*** Opening TASK MATERIAL ***
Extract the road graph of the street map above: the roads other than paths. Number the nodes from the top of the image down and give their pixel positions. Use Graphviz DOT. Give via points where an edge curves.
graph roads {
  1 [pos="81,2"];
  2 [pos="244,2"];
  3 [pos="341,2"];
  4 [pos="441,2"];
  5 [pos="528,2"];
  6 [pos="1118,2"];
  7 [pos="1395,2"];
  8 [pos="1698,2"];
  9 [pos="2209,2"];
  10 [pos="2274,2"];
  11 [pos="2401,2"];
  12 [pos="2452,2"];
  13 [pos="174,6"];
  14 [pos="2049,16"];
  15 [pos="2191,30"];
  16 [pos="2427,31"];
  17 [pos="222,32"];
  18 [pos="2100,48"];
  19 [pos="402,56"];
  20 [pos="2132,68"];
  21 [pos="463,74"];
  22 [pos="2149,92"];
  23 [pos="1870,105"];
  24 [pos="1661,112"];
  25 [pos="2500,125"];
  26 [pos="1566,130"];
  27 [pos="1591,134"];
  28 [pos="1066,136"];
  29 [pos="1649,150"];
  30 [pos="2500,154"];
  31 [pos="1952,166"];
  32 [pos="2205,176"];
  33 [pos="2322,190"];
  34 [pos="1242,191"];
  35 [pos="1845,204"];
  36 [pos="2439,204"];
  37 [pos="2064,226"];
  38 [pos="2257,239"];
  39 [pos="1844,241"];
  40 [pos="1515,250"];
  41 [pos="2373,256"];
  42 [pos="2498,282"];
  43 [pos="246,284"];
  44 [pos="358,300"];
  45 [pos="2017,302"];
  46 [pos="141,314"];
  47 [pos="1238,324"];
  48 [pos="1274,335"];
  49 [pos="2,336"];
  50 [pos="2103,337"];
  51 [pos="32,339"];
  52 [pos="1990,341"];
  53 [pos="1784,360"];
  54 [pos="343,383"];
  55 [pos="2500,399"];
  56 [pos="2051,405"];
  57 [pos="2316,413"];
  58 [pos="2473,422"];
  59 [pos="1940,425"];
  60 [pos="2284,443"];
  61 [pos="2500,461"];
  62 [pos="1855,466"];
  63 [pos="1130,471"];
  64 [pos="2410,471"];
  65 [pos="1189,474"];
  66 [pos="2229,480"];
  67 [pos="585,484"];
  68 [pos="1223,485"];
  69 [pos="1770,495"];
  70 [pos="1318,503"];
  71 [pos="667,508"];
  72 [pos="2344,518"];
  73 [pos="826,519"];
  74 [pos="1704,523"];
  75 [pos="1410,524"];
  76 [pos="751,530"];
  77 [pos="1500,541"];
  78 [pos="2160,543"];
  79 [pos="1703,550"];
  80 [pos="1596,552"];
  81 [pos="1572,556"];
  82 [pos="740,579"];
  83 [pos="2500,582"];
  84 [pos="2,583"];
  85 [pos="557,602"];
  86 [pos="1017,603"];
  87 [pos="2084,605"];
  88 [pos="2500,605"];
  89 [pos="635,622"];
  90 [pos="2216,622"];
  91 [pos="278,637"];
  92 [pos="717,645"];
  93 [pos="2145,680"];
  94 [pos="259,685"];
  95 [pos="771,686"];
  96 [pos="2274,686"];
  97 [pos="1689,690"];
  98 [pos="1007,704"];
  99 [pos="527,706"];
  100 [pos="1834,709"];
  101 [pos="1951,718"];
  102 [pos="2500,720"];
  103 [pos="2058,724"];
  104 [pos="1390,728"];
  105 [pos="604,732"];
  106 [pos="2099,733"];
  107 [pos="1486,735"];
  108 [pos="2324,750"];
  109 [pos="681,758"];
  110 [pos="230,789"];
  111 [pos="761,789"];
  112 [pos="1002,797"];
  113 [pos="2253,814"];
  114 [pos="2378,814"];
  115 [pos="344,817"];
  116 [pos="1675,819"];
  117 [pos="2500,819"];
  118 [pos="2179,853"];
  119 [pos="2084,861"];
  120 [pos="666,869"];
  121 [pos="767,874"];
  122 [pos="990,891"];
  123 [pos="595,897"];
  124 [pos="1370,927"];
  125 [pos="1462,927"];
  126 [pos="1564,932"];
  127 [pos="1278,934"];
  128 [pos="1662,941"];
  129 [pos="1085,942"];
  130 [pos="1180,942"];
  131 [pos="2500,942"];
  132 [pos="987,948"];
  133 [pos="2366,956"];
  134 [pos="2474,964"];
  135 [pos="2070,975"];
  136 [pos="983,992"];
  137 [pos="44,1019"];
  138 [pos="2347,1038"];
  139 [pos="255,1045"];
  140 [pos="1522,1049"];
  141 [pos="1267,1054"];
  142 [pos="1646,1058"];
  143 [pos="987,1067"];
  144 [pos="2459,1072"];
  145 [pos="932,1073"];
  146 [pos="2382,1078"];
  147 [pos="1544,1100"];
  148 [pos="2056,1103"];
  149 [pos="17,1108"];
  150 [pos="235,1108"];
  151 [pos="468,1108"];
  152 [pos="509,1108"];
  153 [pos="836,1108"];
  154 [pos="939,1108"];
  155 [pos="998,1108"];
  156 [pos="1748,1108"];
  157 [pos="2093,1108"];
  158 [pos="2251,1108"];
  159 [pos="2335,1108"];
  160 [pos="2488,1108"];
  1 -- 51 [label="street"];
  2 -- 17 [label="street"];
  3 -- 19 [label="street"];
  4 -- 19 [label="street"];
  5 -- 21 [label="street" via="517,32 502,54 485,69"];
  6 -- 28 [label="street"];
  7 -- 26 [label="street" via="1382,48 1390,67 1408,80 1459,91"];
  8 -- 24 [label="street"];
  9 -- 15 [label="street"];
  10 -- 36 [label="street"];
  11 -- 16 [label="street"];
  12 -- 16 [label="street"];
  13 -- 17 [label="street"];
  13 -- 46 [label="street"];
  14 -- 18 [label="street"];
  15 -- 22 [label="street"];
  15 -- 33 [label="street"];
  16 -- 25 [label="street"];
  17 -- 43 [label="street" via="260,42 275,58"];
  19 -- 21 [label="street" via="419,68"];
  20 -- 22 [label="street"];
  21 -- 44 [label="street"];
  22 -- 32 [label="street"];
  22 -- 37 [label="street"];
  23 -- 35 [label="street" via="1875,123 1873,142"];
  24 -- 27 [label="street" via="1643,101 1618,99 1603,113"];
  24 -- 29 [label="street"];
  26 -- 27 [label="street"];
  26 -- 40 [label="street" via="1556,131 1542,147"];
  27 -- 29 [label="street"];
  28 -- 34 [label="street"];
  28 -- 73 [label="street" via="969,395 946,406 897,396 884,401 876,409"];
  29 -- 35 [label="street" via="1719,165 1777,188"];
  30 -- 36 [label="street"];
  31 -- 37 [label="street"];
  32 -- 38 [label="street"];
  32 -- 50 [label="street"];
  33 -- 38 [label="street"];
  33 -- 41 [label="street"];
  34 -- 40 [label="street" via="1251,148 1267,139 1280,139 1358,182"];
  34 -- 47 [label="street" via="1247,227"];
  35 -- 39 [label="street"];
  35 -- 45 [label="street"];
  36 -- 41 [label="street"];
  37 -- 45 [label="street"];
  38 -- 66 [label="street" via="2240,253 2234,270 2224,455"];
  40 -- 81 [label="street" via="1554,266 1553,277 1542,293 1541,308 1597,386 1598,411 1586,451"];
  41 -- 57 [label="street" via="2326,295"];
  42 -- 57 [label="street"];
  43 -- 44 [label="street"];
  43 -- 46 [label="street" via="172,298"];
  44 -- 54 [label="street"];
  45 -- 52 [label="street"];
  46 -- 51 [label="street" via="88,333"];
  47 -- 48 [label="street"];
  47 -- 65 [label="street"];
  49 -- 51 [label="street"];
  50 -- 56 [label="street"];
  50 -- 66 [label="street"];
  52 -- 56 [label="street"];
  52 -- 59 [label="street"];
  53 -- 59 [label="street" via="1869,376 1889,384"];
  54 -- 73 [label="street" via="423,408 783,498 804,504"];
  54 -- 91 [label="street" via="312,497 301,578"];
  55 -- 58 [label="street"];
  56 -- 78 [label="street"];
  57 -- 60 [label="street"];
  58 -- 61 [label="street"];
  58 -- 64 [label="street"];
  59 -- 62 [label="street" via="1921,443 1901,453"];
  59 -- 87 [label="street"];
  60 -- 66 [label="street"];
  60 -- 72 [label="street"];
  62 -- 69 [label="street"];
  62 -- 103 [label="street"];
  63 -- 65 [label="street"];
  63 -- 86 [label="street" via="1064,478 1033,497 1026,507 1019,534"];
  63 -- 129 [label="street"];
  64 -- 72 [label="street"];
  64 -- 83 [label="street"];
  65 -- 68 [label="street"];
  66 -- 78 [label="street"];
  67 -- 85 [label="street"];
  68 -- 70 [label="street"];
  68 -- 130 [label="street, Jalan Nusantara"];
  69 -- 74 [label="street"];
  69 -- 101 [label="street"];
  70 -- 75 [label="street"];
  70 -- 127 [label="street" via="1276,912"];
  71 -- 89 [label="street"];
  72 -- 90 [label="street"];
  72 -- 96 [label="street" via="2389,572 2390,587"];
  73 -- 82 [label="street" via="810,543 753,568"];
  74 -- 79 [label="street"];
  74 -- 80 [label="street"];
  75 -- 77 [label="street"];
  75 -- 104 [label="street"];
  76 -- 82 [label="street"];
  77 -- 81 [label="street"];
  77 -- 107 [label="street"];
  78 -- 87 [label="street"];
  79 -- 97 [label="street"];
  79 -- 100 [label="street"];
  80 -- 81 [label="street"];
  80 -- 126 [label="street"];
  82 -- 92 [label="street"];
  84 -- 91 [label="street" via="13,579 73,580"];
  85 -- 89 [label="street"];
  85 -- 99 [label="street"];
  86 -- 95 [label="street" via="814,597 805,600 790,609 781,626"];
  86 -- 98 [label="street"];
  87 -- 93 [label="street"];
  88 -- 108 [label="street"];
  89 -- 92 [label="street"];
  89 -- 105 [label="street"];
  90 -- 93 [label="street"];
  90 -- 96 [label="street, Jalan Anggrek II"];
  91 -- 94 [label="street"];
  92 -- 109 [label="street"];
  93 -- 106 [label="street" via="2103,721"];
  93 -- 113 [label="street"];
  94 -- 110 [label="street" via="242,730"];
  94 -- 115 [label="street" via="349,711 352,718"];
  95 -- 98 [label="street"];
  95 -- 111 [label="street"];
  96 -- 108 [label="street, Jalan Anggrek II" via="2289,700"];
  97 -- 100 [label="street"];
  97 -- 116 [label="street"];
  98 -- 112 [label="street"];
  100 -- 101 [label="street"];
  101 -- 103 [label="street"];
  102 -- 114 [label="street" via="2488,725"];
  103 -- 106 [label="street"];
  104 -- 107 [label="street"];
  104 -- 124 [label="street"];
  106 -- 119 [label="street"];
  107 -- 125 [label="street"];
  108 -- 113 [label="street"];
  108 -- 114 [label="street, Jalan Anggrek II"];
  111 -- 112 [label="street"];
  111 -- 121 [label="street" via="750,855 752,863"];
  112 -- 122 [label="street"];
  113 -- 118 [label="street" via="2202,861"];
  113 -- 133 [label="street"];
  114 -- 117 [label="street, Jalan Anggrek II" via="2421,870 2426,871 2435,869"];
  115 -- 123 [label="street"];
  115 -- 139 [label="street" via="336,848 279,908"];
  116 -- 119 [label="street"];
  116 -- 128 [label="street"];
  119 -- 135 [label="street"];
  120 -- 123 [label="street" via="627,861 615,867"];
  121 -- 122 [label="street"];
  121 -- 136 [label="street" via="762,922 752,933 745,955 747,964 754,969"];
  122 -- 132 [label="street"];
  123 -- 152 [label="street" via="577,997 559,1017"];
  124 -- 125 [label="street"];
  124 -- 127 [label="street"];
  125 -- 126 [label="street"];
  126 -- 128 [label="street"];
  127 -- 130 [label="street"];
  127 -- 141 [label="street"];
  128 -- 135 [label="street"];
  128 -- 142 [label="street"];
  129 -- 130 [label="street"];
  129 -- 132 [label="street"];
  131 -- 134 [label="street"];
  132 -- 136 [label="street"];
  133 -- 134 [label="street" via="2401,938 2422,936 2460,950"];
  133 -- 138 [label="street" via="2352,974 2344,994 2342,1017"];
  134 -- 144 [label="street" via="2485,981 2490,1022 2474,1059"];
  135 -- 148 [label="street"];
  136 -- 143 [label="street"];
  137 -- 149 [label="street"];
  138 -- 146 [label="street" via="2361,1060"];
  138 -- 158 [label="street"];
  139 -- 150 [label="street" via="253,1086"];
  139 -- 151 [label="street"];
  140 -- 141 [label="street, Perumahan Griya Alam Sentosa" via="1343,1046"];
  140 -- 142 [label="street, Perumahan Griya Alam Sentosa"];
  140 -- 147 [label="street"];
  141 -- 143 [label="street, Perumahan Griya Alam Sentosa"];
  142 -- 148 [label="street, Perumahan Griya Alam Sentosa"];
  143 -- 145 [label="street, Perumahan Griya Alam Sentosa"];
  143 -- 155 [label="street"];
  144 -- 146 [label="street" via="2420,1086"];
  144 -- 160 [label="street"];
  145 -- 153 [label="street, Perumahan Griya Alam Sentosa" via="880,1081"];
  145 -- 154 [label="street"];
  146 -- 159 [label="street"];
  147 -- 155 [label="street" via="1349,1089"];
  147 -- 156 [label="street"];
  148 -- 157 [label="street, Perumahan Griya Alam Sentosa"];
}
*** Closing TASK MATERIAL ***
WORK ITEM: Determine the number of lines above that include the word "Anggrek"; the reply is that number only.

RESULT FOR THIS TASK: 4